Из колбасных миазмов, от лязга деловитых долот и зубил, под гам горлодеров с поклажей булочек или спичек мы протискивались, словно всплывали, на плоскость озимой травы в курчавых родинках рощ, уставленной сосудами гражданской славы почти до Тибра, который испокон отпугивает город паводками, и по пути к одноименному портику огибали театр Помпея, где строитель, обдумывая автограф фронтона, запутался в падежах своего третьего консульства — по совету Кикерона он проставил аббревиатуру, но теперь реставратор, сам при жизни юморист, заменил на цифру. Там, под танец двенадцати олицетворенных наций, какие-то четверо вечно тягались на пальцах в чет-нечет и сплотились в памяти с ландшафтом, так что годы спустя оставили по себе отверстие, как в заерзанной стенописи, разбросав по погосту отслужившие фаланги.
Истукан Помпея, по словам Кайкины, Кайсар перенес из курии, чтобы убрать напоминание: под ним настигли диктатора его тридцать железных журавлей, чему должен быть отпечаток в каменных глазах, а прежде будущий мертвый пенял перед трупом мраморного на бессилие явить милость. Кикерон, имевший уйму советов обоим, кончил молча, на тарелке у М. Антония, не обнаружив под золотым языком подходящей гортани, а прочих органов и в помине. Я встречал его бюст на Палатине — лучше бы ему оставаться бюстом.
Примечательно, что из всех возможных объектов паломничества мы предпочли именно Марсово поле, стиснутое до окрестностей Помпеевых построек, хотя портик Октавии или дальний Алтарь Мира манили не меньше — после крохотного Тарракона выбор был почти неисчерпаем. В одиноких вылазках, а затем и с друзьями иного разряда, чье развитие не целиком пошло в голову или вообще ее обогнуло, я истоптал весь остальной город, Субуру и Сандальную, сады Эсквили-на и Капитолийский спуск, а подступы к палатинскому логову были давно проверены и нанесены на особый лоскут. Наедине же с Кайкиной телесное любопытство гасло, он уводил в катакомбы духа и был словесен до страсти, но без этрусской спеси и шаманства — ему скорее сгодилась бы в отечество Палестина, чем Италия. Наши земные отражения, понимая свою ненадобность, больше не перечили утвержденному маршруту.

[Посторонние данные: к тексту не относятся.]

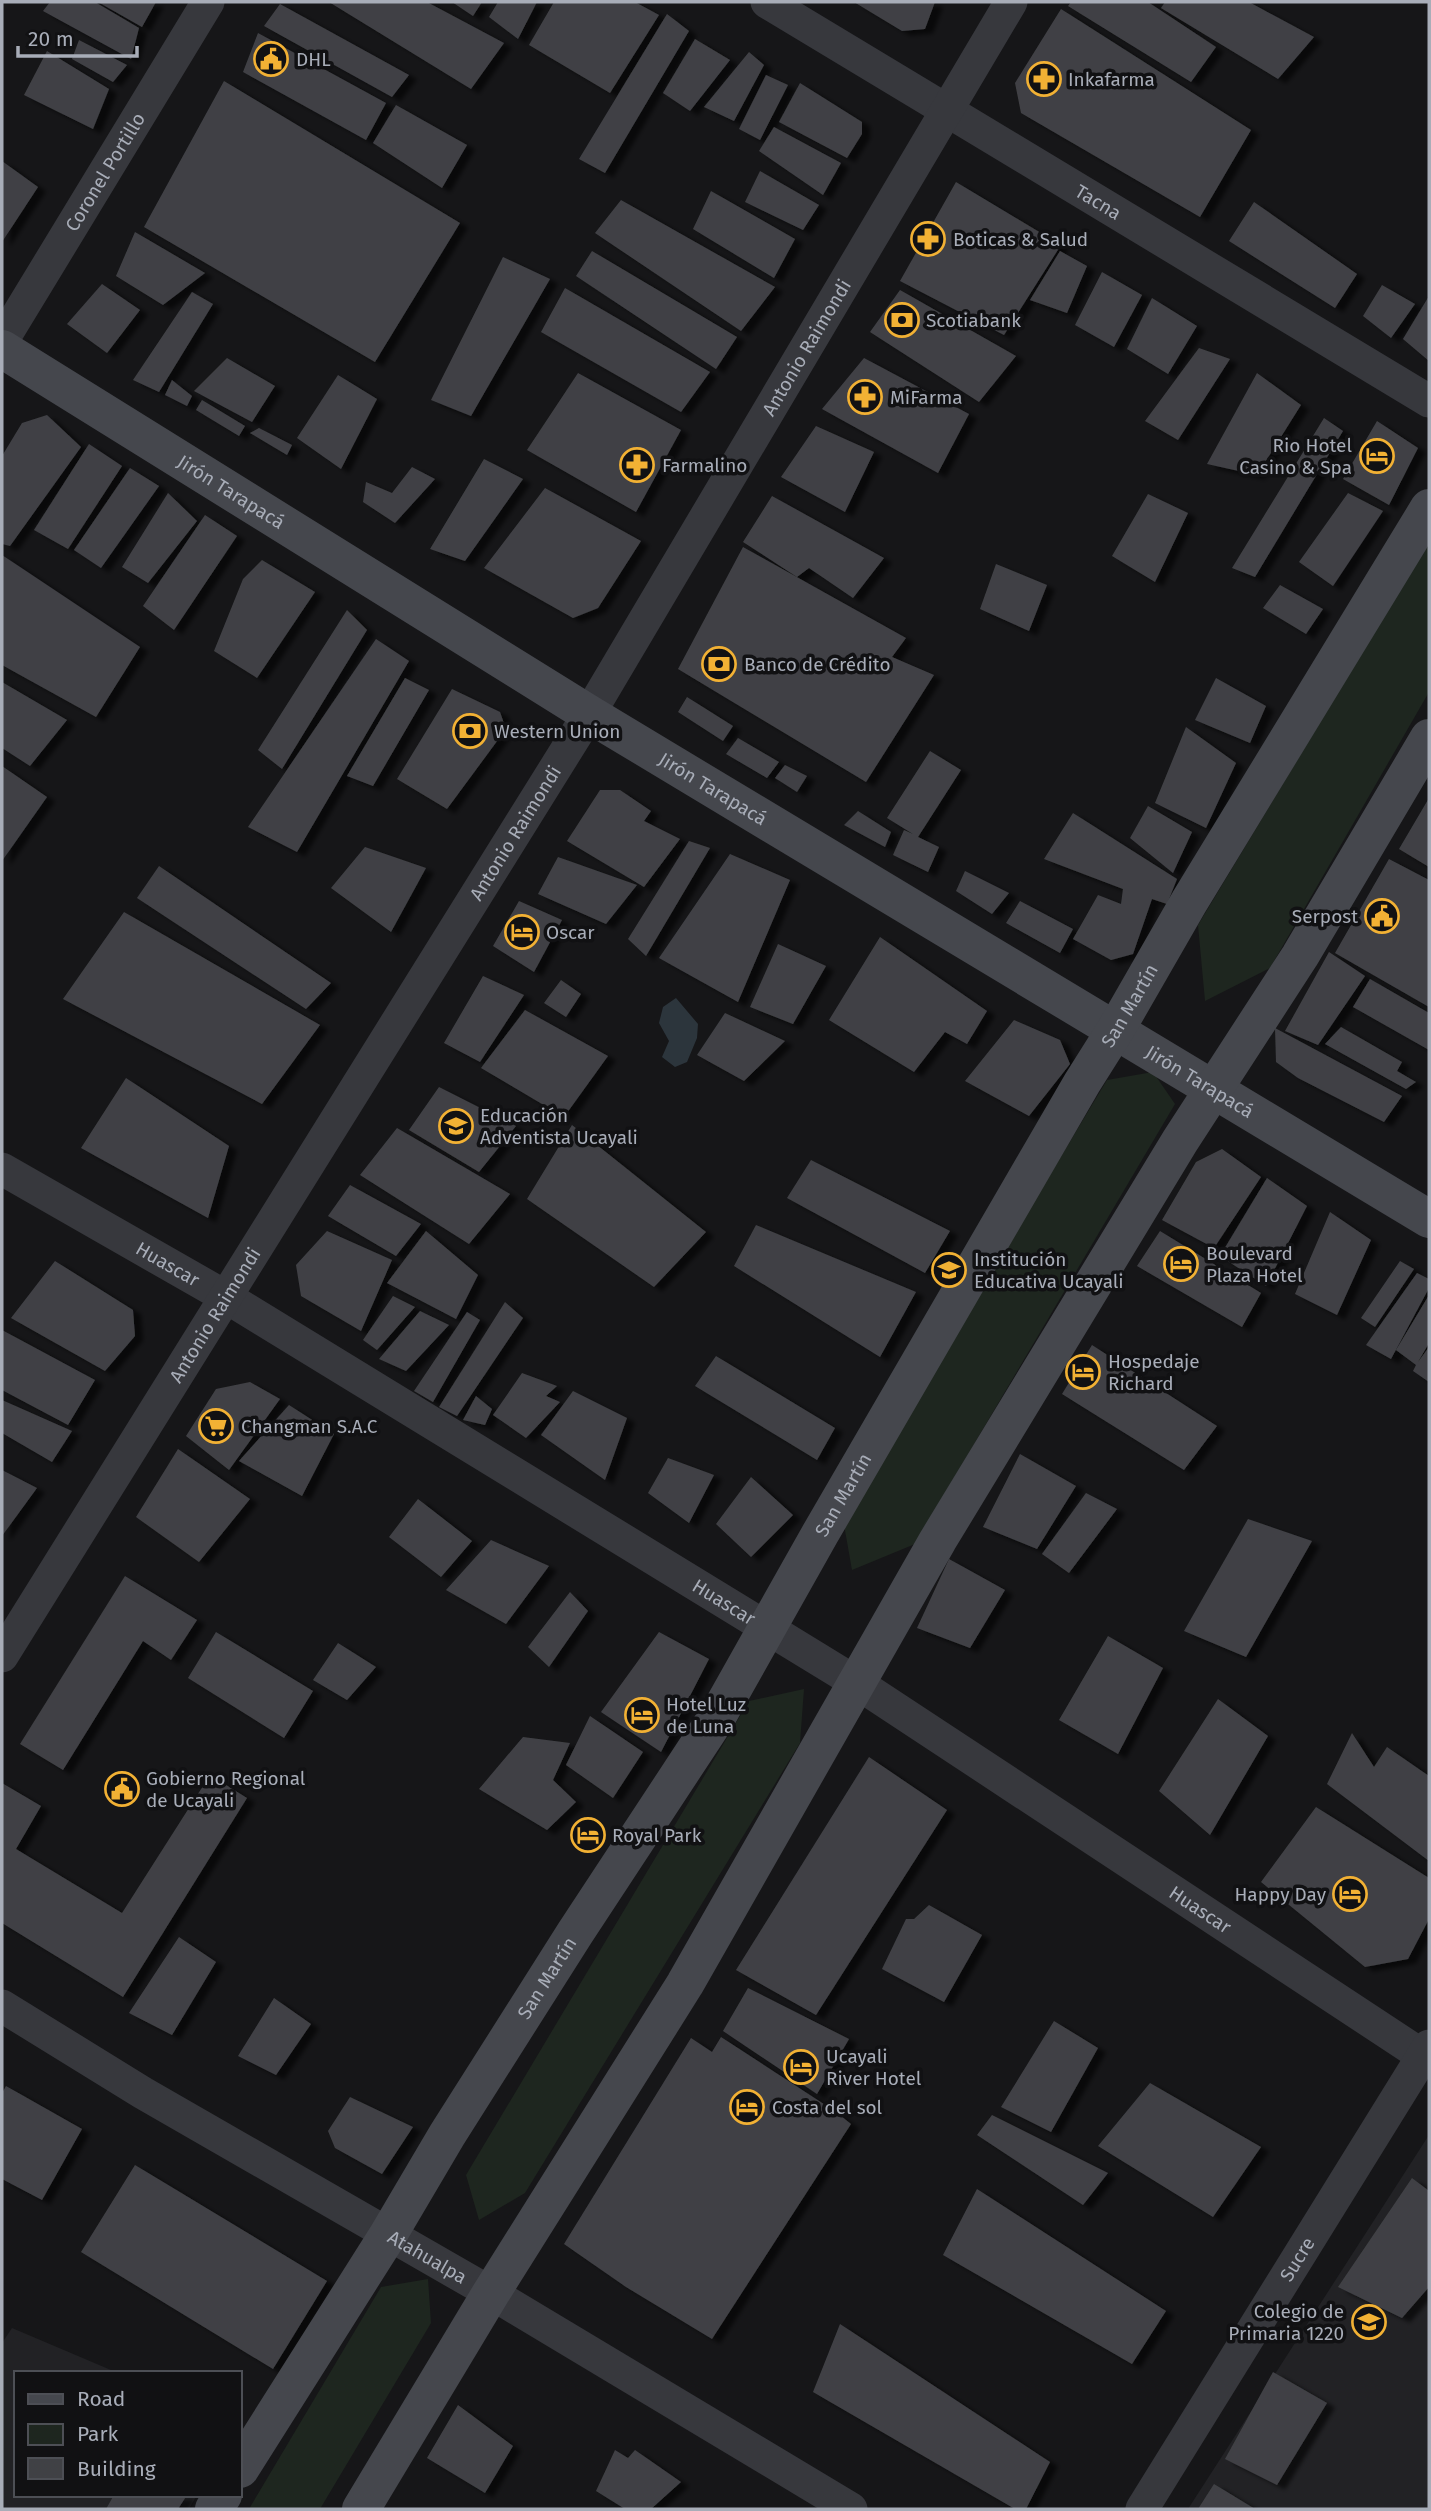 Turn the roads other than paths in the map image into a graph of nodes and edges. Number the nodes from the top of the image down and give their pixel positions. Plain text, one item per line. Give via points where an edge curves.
1 (208, 2) edge
2 (767, 2) edge
3 (1011, 2) edge
4 (946, 110) junction
5 (2, 341) edge
6 (2, 349) edge
7 (1429, 401) edge
8 (1429, 508) edge
9 (589, 714) junction
10 (1429, 738) edge
11 (1116, 1029) junction
12 (1214, 1088) junction
13 (2, 1169) edge
14 (1429, 1219) edge
15 (226, 1297) junction
16 (766, 1629) junction
17 (2, 1656) edge
18 (857, 1683) junction
19 (2, 2006) edge
20 (1427, 2054) edge
21 (388, 2235) junction
22 (491, 2293) junction
23 (242, 2466) edge
24 (361, 2509) edge
25 (851, 2509) edge
26 (1142, 2509) edge

1 - 5 street, Coronel Portillo
2 - 4 street, Tacna
3 - 4 street, Antonio Raimondi
4 - 7 street, Tacna
4 - 9 street, Antonio Raimondi
6 - 9 main road, Jirón Tarapacá
8 - 11 main road, San Martín
9 - 11 main road, Jirón Tarapacá
9 - 15 street, Antonio Raimondi
10 - 12 main road via 1300,956
11 - 12 main road, Jirón Tarapacá
11 - 16 main road, San Martín
12 - 14 main road, Jirón Tarapacá
12 - 18 main road via 938,1540
13 - 15 street, Huascar
15 - 16 street, Huascar
15 - 17 street, Antonio Raimondi
16 - 18 street, Huascar
16 - 21 main road, San Martín via 717,1717 575,1933
18 - 20 street, Huascar
18 - 22 main road via 685,1984
19 - 21 street, Atahualpa
20 - 26 street, Sucre
21 - 22 street, Atahualpa
21 - 23 main road, San Martín
22 - 24 main road
22 - 25 street, Atahualpa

Сейчас бесполезно вспоминать фантазии, где я соучаствовал шире чем на равных, без краски расставаясь с торопливыми тайнами — он принимал их с лёта, как пес тряпичный мяч, и осколки детской вселенной слипались во взаимном узнавании. Его познания были шире и вразумительней моих, подхваченных на ходу без траты усердия — так лакомится ленивая рыба, вспарывая ил невнимательной челюстью, а он разгребал до грунта и собирал поштучно. Но если впервые он предстал мне глыбой авторитета, арбитром благородства и эрудиции, то теперь мы равнялись, и уроки Вергилия я оплачивал обильным Каллимахом или Теокритом, где мы неумело искали истоков и параллелей. В латыни оставалось все меньше тайн, но еще не миновала чарующая странность, какая всегда сопутствует покорению чужой речи, — слова собственной не имеют внешно- сти, а эти новые так сладко перекатывать во рту, словно заговорил лишь сегодня, и какой-нибудь Аристотель усмотрел бы в них избыток формы, если бы как истый эллин — пусть даже македонянин — не был одноязычен. Этот еще сторонний взгляд выхватывал в тексте неведомые Кайкине аллитерации, а в классе Эрмагор рекомендовал не утрировать дикцию.